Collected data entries
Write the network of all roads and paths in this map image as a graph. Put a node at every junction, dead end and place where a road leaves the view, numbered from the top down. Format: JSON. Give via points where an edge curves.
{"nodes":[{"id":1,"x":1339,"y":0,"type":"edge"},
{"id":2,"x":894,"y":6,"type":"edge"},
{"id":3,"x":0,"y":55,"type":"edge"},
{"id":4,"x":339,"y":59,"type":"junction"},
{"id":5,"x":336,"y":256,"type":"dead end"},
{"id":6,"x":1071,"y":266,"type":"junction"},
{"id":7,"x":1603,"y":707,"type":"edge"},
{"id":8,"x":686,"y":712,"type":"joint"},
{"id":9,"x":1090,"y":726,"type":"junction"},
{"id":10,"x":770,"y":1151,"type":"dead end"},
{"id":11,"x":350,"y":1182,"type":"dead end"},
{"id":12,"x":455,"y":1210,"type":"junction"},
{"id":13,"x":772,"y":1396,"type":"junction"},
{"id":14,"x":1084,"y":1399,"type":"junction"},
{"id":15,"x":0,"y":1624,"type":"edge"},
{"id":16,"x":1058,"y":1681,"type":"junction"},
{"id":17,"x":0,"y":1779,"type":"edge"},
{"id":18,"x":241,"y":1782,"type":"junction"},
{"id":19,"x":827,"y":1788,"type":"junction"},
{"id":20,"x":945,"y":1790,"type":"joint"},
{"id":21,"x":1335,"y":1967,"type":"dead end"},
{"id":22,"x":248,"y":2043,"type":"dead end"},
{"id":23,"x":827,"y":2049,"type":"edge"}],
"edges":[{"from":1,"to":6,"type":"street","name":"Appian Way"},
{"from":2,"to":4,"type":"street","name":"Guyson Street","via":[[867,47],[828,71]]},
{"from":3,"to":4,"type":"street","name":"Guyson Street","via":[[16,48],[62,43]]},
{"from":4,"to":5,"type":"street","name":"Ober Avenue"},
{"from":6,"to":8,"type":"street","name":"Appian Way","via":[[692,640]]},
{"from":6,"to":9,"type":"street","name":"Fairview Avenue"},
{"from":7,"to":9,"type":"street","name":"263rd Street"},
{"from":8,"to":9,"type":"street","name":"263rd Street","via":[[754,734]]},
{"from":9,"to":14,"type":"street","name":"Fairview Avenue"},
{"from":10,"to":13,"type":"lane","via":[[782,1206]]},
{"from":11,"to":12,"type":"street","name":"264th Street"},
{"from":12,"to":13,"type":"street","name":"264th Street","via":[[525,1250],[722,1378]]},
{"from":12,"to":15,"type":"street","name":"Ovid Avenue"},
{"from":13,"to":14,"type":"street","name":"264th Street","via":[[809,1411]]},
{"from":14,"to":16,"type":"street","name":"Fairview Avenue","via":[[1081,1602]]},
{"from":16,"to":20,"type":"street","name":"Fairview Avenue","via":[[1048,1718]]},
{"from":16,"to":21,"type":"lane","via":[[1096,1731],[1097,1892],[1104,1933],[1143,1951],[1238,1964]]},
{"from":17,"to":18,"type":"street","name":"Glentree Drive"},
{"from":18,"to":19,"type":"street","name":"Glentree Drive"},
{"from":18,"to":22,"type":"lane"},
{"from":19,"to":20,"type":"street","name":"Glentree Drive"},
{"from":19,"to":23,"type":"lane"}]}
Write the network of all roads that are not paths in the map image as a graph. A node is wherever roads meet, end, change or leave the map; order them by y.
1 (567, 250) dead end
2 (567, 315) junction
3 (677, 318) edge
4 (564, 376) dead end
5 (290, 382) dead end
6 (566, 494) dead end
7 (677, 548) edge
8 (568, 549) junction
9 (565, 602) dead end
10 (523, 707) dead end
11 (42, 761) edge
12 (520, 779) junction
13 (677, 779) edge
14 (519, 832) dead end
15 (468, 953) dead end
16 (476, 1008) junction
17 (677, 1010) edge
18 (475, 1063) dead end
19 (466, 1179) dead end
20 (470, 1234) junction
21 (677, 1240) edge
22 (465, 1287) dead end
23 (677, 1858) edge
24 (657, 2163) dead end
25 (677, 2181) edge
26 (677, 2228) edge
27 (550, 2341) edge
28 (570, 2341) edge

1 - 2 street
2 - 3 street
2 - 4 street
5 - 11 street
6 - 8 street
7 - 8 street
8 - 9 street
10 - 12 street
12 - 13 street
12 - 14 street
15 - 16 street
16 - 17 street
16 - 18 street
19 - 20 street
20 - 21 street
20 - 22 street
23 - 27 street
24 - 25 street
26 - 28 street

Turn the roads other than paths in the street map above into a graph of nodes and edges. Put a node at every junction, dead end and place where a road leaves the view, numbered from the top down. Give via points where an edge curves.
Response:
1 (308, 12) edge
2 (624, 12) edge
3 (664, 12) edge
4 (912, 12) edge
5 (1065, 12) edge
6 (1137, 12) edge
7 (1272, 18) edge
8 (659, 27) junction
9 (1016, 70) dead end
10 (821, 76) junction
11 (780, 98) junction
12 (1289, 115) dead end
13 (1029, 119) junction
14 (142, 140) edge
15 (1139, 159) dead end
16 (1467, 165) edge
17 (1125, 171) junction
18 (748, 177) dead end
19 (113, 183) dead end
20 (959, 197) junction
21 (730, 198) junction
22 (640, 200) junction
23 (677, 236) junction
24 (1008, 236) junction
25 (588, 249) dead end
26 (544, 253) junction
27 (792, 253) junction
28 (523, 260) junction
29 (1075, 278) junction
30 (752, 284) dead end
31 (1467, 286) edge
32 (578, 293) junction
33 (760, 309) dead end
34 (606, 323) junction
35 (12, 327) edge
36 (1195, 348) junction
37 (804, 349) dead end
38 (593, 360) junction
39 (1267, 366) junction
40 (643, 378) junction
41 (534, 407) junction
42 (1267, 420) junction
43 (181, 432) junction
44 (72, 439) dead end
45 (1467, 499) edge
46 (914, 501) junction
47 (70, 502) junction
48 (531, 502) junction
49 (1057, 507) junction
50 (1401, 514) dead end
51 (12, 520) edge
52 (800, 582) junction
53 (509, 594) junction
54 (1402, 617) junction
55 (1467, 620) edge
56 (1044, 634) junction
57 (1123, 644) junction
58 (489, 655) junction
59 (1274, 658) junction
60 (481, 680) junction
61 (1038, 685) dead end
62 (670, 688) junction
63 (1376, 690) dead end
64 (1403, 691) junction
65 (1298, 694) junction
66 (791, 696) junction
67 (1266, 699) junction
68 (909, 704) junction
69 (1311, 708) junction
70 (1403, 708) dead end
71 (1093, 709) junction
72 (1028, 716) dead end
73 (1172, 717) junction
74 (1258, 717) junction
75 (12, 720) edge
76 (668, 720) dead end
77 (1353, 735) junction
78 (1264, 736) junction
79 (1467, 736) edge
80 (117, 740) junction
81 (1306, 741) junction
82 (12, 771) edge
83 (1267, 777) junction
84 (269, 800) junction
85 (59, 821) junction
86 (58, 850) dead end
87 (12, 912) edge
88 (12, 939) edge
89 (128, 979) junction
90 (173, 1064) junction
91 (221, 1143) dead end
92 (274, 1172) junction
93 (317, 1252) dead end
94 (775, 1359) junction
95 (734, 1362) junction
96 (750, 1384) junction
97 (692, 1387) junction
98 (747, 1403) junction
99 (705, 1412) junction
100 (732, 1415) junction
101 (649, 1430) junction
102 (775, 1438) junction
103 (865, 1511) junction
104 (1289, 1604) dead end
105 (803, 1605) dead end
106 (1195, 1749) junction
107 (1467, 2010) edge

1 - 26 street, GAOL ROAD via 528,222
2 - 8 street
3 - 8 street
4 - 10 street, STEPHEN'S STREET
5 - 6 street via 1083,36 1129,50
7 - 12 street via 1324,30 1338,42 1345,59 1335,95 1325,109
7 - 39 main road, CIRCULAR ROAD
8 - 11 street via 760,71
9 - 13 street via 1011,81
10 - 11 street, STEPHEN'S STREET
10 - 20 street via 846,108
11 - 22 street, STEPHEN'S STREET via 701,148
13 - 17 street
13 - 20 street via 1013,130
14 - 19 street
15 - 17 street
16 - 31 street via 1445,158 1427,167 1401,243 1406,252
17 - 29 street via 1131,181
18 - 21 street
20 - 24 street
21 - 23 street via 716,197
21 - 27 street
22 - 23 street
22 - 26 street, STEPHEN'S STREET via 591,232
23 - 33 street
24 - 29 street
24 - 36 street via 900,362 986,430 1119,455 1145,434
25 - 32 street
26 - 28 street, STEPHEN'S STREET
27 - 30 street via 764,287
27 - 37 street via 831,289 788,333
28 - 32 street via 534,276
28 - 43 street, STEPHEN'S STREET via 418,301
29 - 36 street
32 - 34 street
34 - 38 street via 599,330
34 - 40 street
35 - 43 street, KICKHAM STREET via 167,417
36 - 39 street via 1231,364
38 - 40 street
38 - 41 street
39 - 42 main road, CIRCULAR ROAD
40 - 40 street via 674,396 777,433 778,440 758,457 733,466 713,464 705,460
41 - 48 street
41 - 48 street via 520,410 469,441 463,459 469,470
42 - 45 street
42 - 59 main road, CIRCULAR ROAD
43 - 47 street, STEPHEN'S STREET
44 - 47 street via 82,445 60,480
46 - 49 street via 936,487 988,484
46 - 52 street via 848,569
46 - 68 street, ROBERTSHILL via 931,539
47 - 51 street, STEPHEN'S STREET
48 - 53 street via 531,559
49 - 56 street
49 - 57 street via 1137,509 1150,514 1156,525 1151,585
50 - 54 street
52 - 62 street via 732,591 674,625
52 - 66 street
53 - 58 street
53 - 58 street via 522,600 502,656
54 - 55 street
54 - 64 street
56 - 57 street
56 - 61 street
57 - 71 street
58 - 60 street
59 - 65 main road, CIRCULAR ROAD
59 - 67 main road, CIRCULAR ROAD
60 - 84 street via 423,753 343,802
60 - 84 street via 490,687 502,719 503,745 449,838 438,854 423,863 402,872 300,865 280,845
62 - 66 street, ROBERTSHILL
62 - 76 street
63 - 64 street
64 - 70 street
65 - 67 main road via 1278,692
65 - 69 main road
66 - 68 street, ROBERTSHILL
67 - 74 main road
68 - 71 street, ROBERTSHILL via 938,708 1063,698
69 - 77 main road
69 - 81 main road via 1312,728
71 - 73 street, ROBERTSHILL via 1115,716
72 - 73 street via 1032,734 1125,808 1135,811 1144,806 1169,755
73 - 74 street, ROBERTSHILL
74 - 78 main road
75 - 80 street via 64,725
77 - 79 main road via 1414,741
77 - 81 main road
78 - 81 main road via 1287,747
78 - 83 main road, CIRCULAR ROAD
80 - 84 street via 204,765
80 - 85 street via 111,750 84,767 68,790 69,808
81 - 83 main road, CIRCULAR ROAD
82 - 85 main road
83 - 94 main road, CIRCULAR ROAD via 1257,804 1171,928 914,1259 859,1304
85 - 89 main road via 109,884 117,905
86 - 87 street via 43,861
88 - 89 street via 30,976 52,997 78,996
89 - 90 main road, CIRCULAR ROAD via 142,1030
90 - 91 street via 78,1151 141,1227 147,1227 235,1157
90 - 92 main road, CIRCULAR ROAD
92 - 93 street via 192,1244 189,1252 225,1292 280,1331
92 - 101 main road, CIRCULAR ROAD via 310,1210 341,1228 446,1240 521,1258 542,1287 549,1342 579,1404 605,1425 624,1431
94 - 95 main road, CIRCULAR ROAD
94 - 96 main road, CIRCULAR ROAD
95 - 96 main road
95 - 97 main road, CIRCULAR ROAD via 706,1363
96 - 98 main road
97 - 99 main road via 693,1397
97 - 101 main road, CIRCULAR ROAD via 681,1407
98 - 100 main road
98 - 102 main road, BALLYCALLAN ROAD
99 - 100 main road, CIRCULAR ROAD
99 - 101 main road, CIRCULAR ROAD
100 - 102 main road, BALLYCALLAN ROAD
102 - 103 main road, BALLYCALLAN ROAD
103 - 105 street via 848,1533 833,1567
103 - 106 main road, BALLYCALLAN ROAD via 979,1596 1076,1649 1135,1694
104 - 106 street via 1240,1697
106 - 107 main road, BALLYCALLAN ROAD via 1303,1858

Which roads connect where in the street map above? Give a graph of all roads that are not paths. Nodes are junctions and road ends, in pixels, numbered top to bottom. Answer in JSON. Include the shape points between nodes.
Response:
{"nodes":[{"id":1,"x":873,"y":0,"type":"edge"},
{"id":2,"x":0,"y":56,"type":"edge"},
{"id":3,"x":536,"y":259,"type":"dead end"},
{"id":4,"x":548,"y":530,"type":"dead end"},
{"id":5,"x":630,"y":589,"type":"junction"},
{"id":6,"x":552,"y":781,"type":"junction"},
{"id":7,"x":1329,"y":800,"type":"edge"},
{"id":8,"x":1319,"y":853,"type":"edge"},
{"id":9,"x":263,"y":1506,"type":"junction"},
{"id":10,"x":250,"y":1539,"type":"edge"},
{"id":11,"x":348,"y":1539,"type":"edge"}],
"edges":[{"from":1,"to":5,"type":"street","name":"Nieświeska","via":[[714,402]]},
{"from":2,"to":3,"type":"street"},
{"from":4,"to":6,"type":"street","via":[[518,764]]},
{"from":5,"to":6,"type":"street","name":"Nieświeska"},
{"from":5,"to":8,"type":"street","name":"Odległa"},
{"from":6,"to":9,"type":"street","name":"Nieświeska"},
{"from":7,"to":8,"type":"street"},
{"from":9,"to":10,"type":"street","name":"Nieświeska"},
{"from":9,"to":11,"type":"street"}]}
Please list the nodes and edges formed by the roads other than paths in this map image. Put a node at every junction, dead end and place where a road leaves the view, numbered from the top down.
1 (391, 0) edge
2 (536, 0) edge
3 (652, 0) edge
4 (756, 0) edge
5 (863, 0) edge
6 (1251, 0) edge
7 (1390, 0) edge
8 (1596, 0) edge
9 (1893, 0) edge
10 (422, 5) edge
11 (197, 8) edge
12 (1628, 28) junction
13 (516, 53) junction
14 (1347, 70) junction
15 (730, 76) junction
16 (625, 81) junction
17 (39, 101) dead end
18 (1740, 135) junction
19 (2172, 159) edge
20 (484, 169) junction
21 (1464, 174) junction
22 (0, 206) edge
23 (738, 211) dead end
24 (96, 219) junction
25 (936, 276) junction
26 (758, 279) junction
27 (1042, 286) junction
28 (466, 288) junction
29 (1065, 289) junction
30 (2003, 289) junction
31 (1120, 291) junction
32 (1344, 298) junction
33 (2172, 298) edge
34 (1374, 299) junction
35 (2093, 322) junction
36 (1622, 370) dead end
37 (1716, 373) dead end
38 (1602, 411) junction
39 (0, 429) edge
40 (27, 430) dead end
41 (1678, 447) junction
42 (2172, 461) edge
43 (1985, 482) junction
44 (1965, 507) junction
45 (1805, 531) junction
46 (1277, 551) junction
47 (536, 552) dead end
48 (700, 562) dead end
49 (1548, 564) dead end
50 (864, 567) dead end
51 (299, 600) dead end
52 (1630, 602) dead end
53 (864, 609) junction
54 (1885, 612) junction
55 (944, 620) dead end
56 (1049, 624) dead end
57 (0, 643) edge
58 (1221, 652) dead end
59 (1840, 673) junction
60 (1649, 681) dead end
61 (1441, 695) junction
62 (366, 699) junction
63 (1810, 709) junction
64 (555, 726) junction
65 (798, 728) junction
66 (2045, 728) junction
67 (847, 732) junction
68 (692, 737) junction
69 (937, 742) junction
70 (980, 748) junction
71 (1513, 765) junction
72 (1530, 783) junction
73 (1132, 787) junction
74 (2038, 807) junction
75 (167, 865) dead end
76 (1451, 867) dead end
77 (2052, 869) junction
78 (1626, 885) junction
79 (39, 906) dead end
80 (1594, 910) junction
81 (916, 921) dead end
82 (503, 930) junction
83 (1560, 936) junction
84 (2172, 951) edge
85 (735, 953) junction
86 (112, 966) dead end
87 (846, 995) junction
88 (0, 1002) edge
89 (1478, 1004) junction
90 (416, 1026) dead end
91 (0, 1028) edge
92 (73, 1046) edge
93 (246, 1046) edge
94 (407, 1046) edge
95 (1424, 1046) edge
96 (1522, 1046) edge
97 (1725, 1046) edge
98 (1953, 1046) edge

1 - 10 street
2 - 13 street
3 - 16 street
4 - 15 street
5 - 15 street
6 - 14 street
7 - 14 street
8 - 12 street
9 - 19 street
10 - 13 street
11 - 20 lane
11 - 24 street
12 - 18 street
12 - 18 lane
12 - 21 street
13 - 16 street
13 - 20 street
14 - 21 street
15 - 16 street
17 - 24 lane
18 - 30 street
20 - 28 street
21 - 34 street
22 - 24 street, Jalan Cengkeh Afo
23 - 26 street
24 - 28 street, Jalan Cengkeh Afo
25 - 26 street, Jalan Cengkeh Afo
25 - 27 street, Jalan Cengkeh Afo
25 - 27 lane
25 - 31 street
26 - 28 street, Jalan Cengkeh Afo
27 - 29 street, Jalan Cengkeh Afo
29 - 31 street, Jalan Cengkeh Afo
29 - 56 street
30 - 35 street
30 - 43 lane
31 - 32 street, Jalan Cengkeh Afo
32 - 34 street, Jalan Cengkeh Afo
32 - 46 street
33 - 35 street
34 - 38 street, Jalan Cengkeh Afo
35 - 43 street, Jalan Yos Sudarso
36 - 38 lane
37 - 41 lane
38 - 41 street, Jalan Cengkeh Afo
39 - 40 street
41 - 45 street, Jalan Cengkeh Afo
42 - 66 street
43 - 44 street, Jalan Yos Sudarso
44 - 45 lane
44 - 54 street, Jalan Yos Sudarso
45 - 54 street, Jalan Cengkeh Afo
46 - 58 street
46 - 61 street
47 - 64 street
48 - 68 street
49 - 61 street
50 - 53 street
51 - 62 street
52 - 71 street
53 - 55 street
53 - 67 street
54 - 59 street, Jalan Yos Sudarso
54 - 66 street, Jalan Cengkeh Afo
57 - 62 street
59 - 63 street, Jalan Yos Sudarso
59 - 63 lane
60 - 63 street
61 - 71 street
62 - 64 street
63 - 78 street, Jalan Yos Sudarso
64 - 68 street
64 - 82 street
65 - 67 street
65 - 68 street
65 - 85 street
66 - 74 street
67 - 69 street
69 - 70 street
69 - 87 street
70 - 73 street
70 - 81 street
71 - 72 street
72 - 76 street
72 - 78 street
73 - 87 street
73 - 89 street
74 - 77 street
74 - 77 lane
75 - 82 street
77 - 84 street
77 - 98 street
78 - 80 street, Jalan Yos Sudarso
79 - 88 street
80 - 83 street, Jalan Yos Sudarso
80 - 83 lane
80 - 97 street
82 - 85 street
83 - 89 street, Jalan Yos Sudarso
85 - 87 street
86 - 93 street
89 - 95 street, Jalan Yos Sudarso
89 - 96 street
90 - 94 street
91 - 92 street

*EXERCISE REQUIREMENTS*. Go through the entries above and pull out each line with "joint" in it.

*TASK RESULT*.
{"id":8,"x":686,"y":712,"type":"joint"},
{"id":20,"x":945,"y":1790,"type":"joint"},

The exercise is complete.